Rep. Ileana Ros-Lehtinen (R., Fla.), a Cuban-American lawmaker and former chairwoman of the House Foreign Affairs Committee, also expressed concerns about Putin’s actions in a statement to the Free Beacon.
"During his trip, Putin met with the Castro brothers, the worst human rights violators in our hemisphere, and forgave some of Cuba’s debt, signed a nuclear agreement with Argentina, and reaffirmed economic cooperation with Nicaragua," she said. "Russia continues to undermine our foreign policy objectives throughout the world and its presence in our own hemisphere can destabilize the region and is meant to thumb its nose at the United States."
Putin’s foray into Latin America comes after Russia’s annexation of Crimea in March. That action, widely condemned by international observers, helped the Kremlin secure control of vast oil and gas reserves in the Black Sea potentially worth trillions of dollars.

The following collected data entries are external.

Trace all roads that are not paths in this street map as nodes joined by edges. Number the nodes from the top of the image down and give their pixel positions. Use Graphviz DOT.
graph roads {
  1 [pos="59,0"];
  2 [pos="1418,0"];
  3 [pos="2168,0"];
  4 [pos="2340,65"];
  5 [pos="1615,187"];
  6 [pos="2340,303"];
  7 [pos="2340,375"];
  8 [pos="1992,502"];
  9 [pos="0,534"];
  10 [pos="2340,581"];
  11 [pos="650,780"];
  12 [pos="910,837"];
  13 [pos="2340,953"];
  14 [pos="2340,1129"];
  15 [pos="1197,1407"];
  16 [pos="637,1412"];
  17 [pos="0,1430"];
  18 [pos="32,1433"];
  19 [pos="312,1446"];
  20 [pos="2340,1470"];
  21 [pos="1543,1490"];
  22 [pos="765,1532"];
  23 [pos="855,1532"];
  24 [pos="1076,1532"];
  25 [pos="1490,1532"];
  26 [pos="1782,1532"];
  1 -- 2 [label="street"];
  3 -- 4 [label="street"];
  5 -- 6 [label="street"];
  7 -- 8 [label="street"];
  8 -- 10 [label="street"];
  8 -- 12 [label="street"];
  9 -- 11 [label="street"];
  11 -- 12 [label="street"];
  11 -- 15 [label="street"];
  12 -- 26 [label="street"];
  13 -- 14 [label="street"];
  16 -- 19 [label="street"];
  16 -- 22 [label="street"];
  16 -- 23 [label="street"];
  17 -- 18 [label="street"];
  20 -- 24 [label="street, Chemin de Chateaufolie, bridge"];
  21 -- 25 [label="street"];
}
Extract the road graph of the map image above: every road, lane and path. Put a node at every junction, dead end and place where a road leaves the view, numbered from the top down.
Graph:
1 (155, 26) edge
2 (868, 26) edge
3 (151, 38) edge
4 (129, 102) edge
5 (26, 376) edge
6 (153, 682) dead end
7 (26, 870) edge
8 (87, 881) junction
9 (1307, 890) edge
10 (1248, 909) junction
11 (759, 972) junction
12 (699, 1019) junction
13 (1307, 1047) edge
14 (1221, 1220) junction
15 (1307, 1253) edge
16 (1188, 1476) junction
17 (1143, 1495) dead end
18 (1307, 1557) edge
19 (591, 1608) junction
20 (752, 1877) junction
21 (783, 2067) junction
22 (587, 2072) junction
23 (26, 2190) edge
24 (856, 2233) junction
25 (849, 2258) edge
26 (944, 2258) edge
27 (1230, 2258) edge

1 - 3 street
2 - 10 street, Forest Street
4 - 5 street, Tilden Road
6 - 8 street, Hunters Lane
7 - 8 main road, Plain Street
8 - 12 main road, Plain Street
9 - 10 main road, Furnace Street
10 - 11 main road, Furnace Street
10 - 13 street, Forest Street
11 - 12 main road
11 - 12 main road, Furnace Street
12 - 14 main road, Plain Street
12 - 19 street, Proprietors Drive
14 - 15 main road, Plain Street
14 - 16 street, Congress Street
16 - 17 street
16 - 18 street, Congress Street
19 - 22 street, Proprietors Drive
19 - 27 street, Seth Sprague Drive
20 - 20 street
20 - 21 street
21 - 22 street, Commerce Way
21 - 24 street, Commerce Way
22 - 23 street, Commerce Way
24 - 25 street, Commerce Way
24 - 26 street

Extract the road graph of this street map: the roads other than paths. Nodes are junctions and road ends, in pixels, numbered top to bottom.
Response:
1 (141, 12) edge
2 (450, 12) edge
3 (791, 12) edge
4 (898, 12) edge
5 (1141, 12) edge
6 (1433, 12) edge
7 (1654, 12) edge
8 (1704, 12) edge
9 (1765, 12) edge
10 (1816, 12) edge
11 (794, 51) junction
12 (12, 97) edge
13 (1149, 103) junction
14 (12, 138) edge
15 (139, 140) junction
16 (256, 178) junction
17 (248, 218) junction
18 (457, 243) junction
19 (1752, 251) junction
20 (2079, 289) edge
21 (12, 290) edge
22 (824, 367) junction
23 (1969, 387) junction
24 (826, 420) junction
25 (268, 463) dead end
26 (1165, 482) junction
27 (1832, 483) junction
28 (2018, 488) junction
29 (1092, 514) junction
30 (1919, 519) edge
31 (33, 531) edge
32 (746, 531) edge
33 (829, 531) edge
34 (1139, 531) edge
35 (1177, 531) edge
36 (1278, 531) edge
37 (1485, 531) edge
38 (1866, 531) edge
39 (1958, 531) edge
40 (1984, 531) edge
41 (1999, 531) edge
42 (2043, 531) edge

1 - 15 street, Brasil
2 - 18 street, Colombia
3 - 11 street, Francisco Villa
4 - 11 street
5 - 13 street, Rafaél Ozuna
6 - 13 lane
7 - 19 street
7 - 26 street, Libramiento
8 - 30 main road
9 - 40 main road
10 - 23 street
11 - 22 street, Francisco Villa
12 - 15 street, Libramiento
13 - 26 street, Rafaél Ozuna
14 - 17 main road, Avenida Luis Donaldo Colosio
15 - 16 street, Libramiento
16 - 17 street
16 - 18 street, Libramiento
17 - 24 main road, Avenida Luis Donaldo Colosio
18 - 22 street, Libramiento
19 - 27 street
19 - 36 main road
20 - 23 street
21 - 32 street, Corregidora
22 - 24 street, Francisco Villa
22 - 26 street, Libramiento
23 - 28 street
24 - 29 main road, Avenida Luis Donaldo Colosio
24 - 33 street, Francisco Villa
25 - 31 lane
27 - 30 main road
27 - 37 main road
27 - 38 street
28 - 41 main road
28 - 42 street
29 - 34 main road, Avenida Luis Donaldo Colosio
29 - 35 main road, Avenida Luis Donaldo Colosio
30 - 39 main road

Argentina was one of the few nations to back Russia in the Crimea dispute. Kirchner criticized the international community for condemning the successful referendum in Crimea but not one last year in the Falkland Islands, where residents of the British-held territory lying off Argentina’s coast voted to remain British.
"Argentina often has its own opinion … but it is always one of its own, and is a sovereign one, which is utterly important and cannot be often seen in the modern world. And we highly appreciate that," Putin said over the weekend.
Argentina also faces another debt crisis as investors sue the government for the full repayment of sovereign bonds that the country defaulted on in 2002.
Marine Corps Gen. John Kelly, head of U.S. Southern Command, raised concerns about the increased presence of Russia in Latin America in congressional testimony earlier this year.
Kelly said he observed a "noticeable uptick" in Russian power projection last year, including a visit by a Russian Navy fleet to the region and the deployment of two Russian long-range strategic bombers to Venezuela and Nicaragua as part of a training exercise.
"It has been over three decades since we last saw this type of high-profile Russian military presence," he said.
"While Russian counterdrug cooperation could potentially contribute to regional security, the sudden increase in its military outreach merits closer attention, as Russia’s motives are unclear," he added.